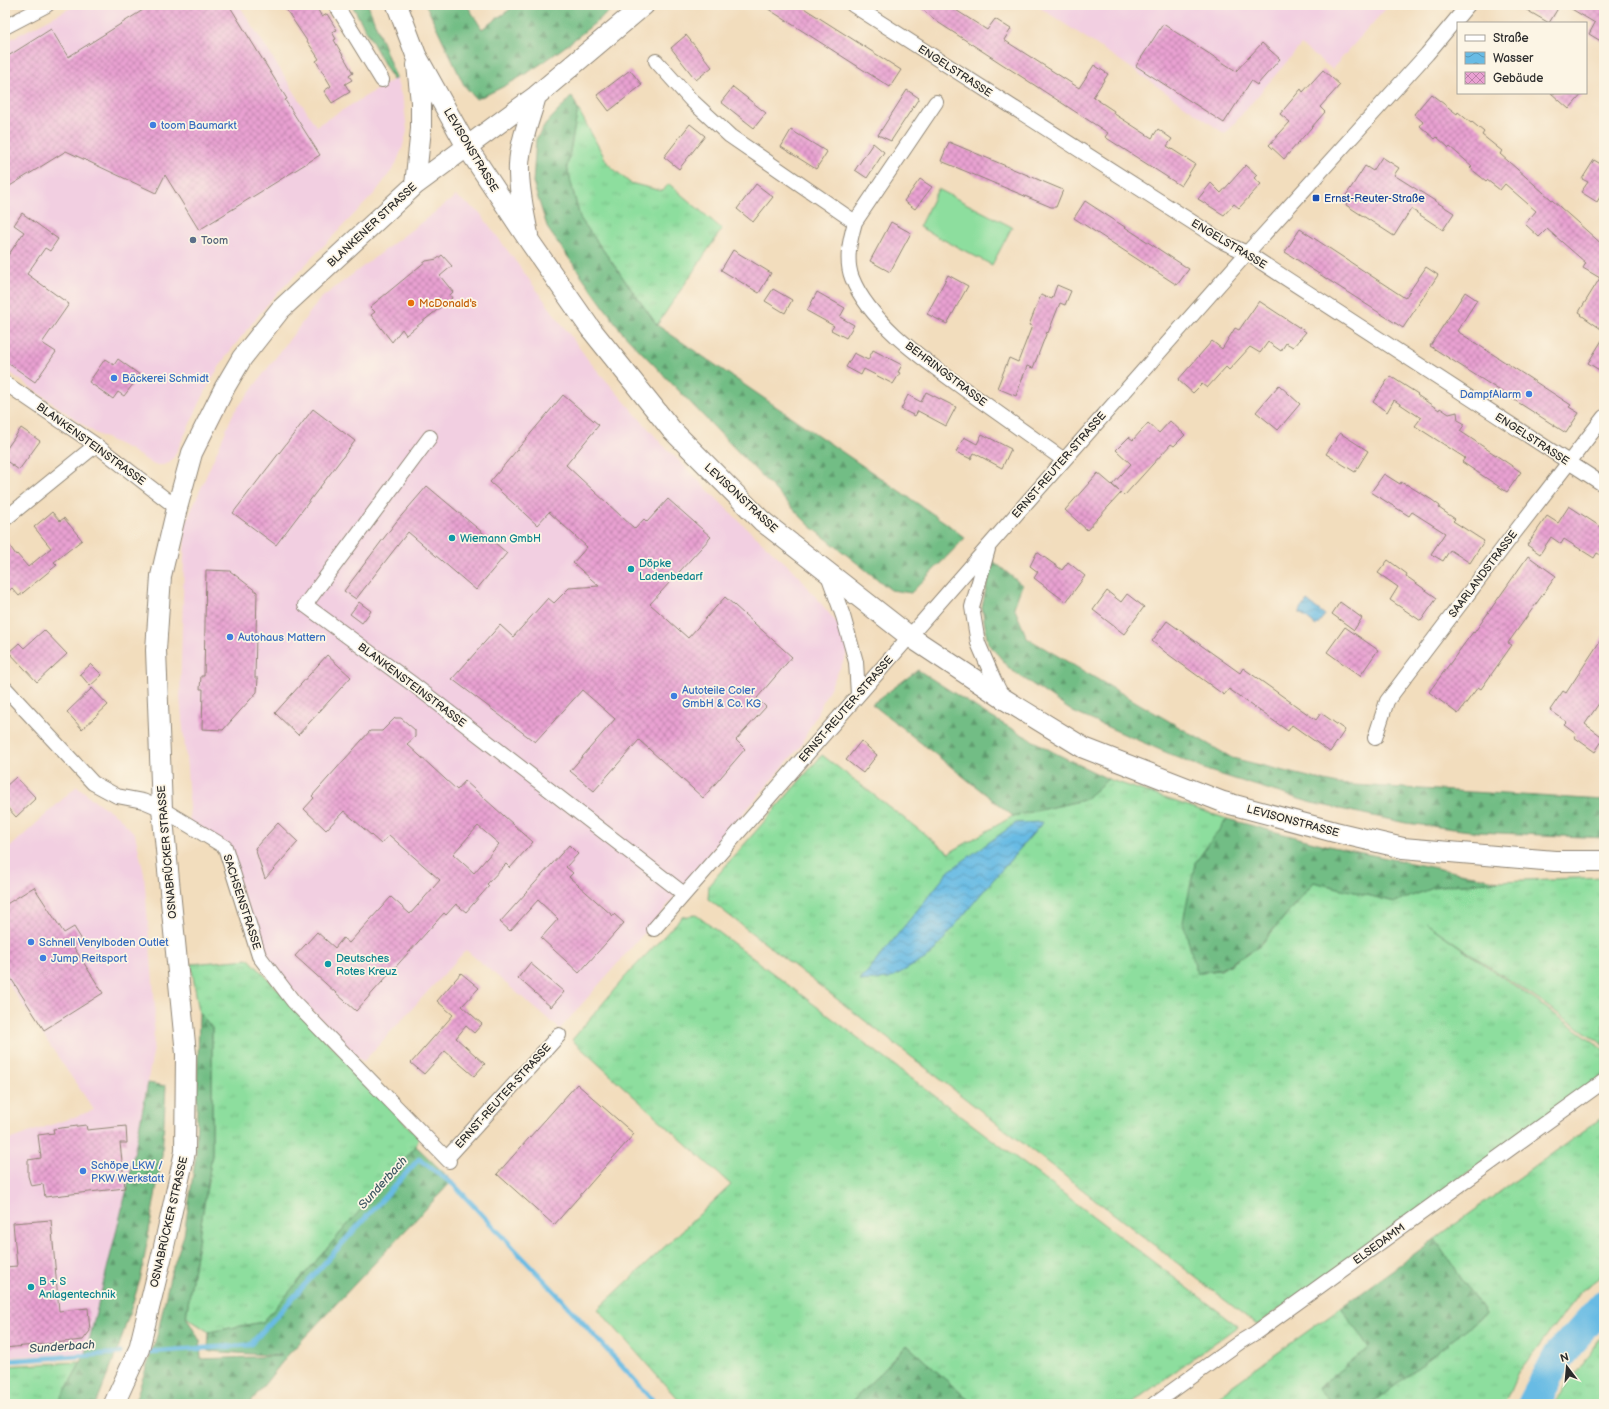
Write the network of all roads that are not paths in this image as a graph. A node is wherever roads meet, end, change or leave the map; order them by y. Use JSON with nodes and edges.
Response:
{"nodes":[{"id":1,"x":47,"y":5,"type":"edge"},
{"id":2,"x":336,"y":5,"type":"edge"},
{"id":3,"x":397,"y":5,"type":"edge"},
{"id":4,"x":644,"y":5,"type":"edge"},
{"id":5,"x":853,"y":5,"type":"edge"},
{"id":6,"x":1468,"y":5,"type":"edge"},
{"id":7,"x":5,"y":27,"type":"edge"},
{"id":8,"x":416,"y":55,"type":"junction"},
{"id":9,"x":656,"y":61,"type":"dead end"},
{"id":10,"x":382,"y":80,"type":"dead end"},
{"id":11,"x":536,"y":96,"type":"junction"},
{"id":12,"x":936,"y":102,"type":"dead end"},
{"id":13,"x":468,"y":148,"type":"junction"},
{"id":14,"x":415,"y":185,"type":"junction"},
{"id":15,"x":855,"y":222,"type":"junction"},
{"id":16,"x":530,"y":242,"type":"junction"},
{"id":17,"x":1247,"y":253,"type":"junction"},
{"id":18,"x":5,"y":383,"type":"edge"},
{"id":19,"x":1604,"y":417,"type":"edge"},
{"id":20,"x":430,"y":437,"type":"dead end"},
{"id":21,"x":96,"y":445,"type":"junction"},
{"id":22,"x":1064,"y":460,"type":"junction"},
{"id":23,"x":1568,"y":463,"type":"junction"},
{"id":24,"x":1604,"y":486,"type":"edge"},
{"id":25,"x":177,"y":508,"type":"junction"},
{"id":26,"x":5,"y":519,"type":"edge"},
{"id":27,"x":988,"y":546,"type":"junction"},
{"id":28,"x":826,"y":571,"type":"junction"},
{"id":29,"x":909,"y":636,"type":"junction"},
{"id":30,"x":5,"y":688,"type":"edge"},
{"id":31,"x":858,"y":694,"type":"junction"},
{"id":32,"x":1004,"y":699,"type":"junction"},
{"id":33,"x":1375,"y":738,"type":"dead end"},
{"id":34,"x":162,"y":809,"type":"junction"},
{"id":35,"x":1604,"y":861,"type":"edge"},
{"id":36,"x":684,"y":894,"type":"junction"},
{"id":37,"x":654,"y":929,"type":"dead end"},
{"id":38,"x":559,"y":1034,"type":"dead end"},
{"id":39,"x":1604,"y":1081,"type":"edge"},
{"id":40,"x":448,"y":1160,"type":"joint"},
{"id":41,"x":114,"y":1404,"type":"edge"},
{"id":42,"x":1154,"y":1404,"type":"edge"}],
"edges":[{"from":1,"to":7,"type":"street"},
{"from":2,"to":10,"type":"street"},
{"from":3,"to":8,"type":"main road","name":"LEVISONSTRASSE"},
{"from":4,"to":11,"type":"main road","name":"BLANKENER STRASSE"},
{"from":5,"to":17,"type":"street","name":"ENGELSTRASSE"},
{"from":6,"to":17,"type":"street","name":"ERNST-REUTER-STRASSE"},
{"from":8,"to":13,"type":"main road","name":"LEVISONSTRASSE"},
{"from":8,"to":14,"type":"main road","name":"LEVISONSTRASSE"},
{"from":9,"to":15,"type":"street"},
{"from":11,"to":13,"type":"main road","name":"BLANKENER STRASSE"},
{"from":11,"to":16,"type":"main road","name":"LEVISONSTRASSE"},
{"from":12,"to":15,"type":"street","name":"BEHRINGSTRASSE"},
{"from":13,"to":14,"type":"main road","name":"BLANKENER STRASSE"},
{"from":13,"to":16,"type":"main road","name":"LEVISONSTRASSE"},
{"from":14,"to":25,"type":"main road","name":"BLANKENER STRASSE"},
{"from":15,"to":22,"type":"street","name":"BEHRINGSTRASSE"},
{"from":16,"to":28,"type":"main road","name":"LEVISONSTRASSE"},
{"from":17,"to":22,"type":"street","name":"ERNST-REUTER-STRASSE"},
{"from":17,"to":23,"type":"street","name":"ENGELSTRASSE"},
{"from":18,"to":21,"type":"street","name":"BLANKENSTEINSTRASSE"},
{"from":19,"to":23,"type":"street","name":"SAARLANDSTRASSE"},
{"from":20,"to":36,"type":"street","name":"BLANKENSTEINSTRASSE"},
{"from":21,"to":25,"type":"street","name":"BLANKENSTEINSTRASSE"},
{"from":21,"to":26,"type":"street"},
{"from":22,"to":27,"type":"street","name":"ERNST-REUTER-STRASSE"},
{"from":23,"to":24,"type":"street","name":"ENGELSTRASSE"},
{"from":23,"to":33,"type":"street","name":"SAARLANDSTRASSE"},
{"from":25,"to":34,"type":"main road","name":"OSNABRÜCKER STRASSE"},
{"from":27,"to":29,"type":"street","name":"ERNST-REUTER-STRASSE"},
{"from":27,"to":32,"type":"street"},
{"from":28,"to":29,"type":"main road","name":"LEVISONSTRASSE"},
{"from":28,"to":31,"type":"street"},
{"from":29,"to":31,"type":"street","name":"ERNST-REUTER-STRASSE"},
{"from":29,"to":32,"type":"main road","name":"LEVISONSTRASSE"},
{"from":30,"to":34,"type":"street","name":"SACHSENSTRASSE"},
{"from":31,"to":36,"type":"street","name":"ERNST-REUTER-STRASSE"},
{"from":32,"to":35,"type":"main road","name":"LEVISONSTRASSE"},
{"from":34,"to":40,"type":"street","name":"SACHSENSTRASSE"},
{"from":34,"to":41,"type":"main road","name":"OSNABRÜCKER STRASSE"},
{"from":36,"to":37,"type":"street","name":"ERNST-REUTER-STRASSE"},
{"from":38,"to":40,"type":"street","name":"ERNST-REUTER-STRASSE"},
{"from":39,"to":42,"type":"street","name":"ELSEDAMM"}]}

# # # #

Task statement =
Leave out the images and copy all remaining data word for word.

Exercise output =
Write the network of all roads that are not paths in this image as a graph. A node is wherever roads meet, end, change or leave the map; order them by y. Use JSON with nodes and edges.
Response:
{"nodes":[{"id":1,"x":47,"y":5,"type":"edge"},
{"id":2,"x":336,"y":5,"type":"edge"},
{"id":3,"x":397,"y":5,"type":"edge"},
{"id":4,"x":644,"y":5,"type":"edge"},
{"id":5,"x":853,"y":5,"type":"edge"},
{"id":6,"x":1468,"y":5,"type":"edge"},
{"id":7,"x":5,"y":27,"type":"edge"},
{"id":8,"x":416,"y":55,"type":"junction"},
{"id":9,"x":656,"y":61,"type":"dead end"},
{"id":10,"x":382,"y":80,"type":"dead end"},
{"id":11,"x":536,"y":96,"type":"junction"},
{"id":12,"x":936,"y":102,"type":"dead end"},
{"id":13,"x":468,"y":148,"type":"junction"},
{"id":14,"x":415,"y":185,"type":"junction"},
{"id":15,"x":855,"y":222,"type":"junction"},
{"id":16,"x":530,"y":242,"type":"junction"},
{"id":17,"x":1247,"y":253,"type":"junction"},
{"id":18,"x":5,"y":383,"type":"edge"},
{"id":19,"x":1604,"y":417,"type":"edge"},
{"id":20,"x":430,"y":437,"type":"dead end"},
{"id":21,"x":96,"y":445,"type":"junction"},
{"id":22,"x":1064,"y":460,"type":"junction"},
{"id":23,"x":1568,"y":463,"type":"junction"},
{"id":24,"x":1604,"y":486,"type":"edge"},
{"id":25,"x":177,"y":508,"type":"junction"},
{"id":26,"x":5,"y":519,"type":"edge"},
{"id":27,"x":988,"y":546,"type":"junction"},
{"id":28,"x":826,"y":571,"type":"junction"},
{"id":29,"x":909,"y":636,"type":"junction"},
{"id":30,"x":5,"y":688,"type":"edge"},
{"id":31,"x":858,"y":694,"type":"junction"},
{"id":32,"x":1004,"y":699,"type":"junction"},
{"id":33,"x":1375,"y":738,"type":"dead end"},
{"id":34,"x":162,"y":809,"type":"junction"},
{"id":35,"x":1604,"y":861,"type":"edge"},
{"id":36,"x":684,"y":894,"type":"junction"},
{"id":37,"x":654,"y":929,"type":"dead end"},
{"id":38,"x":559,"y":1034,"type":"dead end"},
{"id":39,"x":1604,"y":1081,"type":"edge"},
{"id":40,"x":448,"y":1160,"type":"joint"},
{"id":41,"x":114,"y":1404,"type":"edge"},
{"id":42,"x":1154,"y":1404,"type":"edge"}],
"edges":[{"from":1,"to":7,"type":"street"},
{"from":2,"to":10,"type":"street"},
{"from":3,"to":8,"type":"main road","name":"LEVISONSTRASSE"},
{"from":4,"to":11,"type":"main road","name":"BLANKENER STRASSE"},
{"from":5,"to":17,"type":"street","name":"ENGELSTRASSE"},
{"from":6,"to":17,"type":"street","name":"ERNST-REUTER-STRASSE"},
{"from":8,"to":13,"type":"main road","name":"LEVISONSTRASSE"},
{"from":8,"to":14,"type":"main road","name":"LEVISONSTRASSE"},
{"from":9,"to":15,"type":"street"},
{"from":11,"to":13,"type":"main road","name":"BLANKENER STRASSE"},
{"from":11,"to":16,"type":"main road","name":"LEVISONSTRASSE"},
{"from":12,"to":15,"type":"street","name":"BEHRINGSTRASSE"},
{"from":13,"to":14,"type":"main road","name":"BLANKENER STRASSE"},
{"from":13,"to":16,"type":"main road","name":"LEVISONSTRASSE"},
{"from":14,"to":25,"type":"main road","name":"BLANKENER STRASSE"},
{"from":15,"to":22,"type":"street","name":"BEHRINGSTRASSE"},
{"from":16,"to":28,"type":"main road","name":"LEVISONSTRASSE"},
{"from":17,"to":22,"type":"street","name":"ERNST-REUTER-STRASSE"},
{"from":17,"to":23,"type":"street","name":"ENGELSTRASSE"},
{"from":18,"to":21,"type":"street","name":"BLANKENSTEINSTRASSE"},
{"from":19,"to":23,"type":"street","name":"SAARLANDSTRASSE"},
{"from":20,"to":36,"type":"street","name":"BLANKENSTEINSTRASSE"},
{"from":21,"to":25,"type":"street","name":"BLANKENSTEINSTRASSE"},
{"from":21,"to":26,"type":"street"},
{"from":22,"to":27,"type":"street","name":"ERNST-REUTER-STRASSE"},
{"from":23,"to":24,"type":"street","name":"ENGELSTRASSE"},
{"from":23,"to":33,"type":"street","name":"SAARLANDSTRASSE"},
{"from":25,"to":34,"type":"main road","name":"OSNABRÜCKER STRASSE"},
{"from":27,"to":29,"type":"street","name":"ERNST-REUTER-STRASSE"},
{"from":27,"to":32,"type":"street"},
{"from":28,"to":29,"type":"main road","name":"LEVISONSTRASSE"},
{"from":28,"to":31,"type":"street"},
{"from":29,"to":31,"type":"street","name":"ERNST-REUTER-STRASSE"},
{"from":29,"to":32,"type":"main road","name":"LEVISONSTRASSE"},
{"from":30,"to":34,"type":"street","name":"SACHSENSTRASSE"},
{"from":31,"to":36,"type":"street","name":"ERNST-REUTER-STRASSE"},
{"from":32,"to":35,"type":"main road","name":"LEVISONSTRASSE"},
{"from":34,"to":40,"type":"street","name":"SACHSENSTRASSE"},
{"from":34,"to":41,"type":"main road","name":"OSNABRÜCKER STRASSE"},
{"from":36,"to":37,"type":"street","name":"ERNST-REUTER-STRASSE"},
{"from":38,"to":40,"type":"street","name":"ERNST-REUTER-STRASSE"},
{"from":39,"to":42,"type":"street","name":"ELSEDAMM"}]}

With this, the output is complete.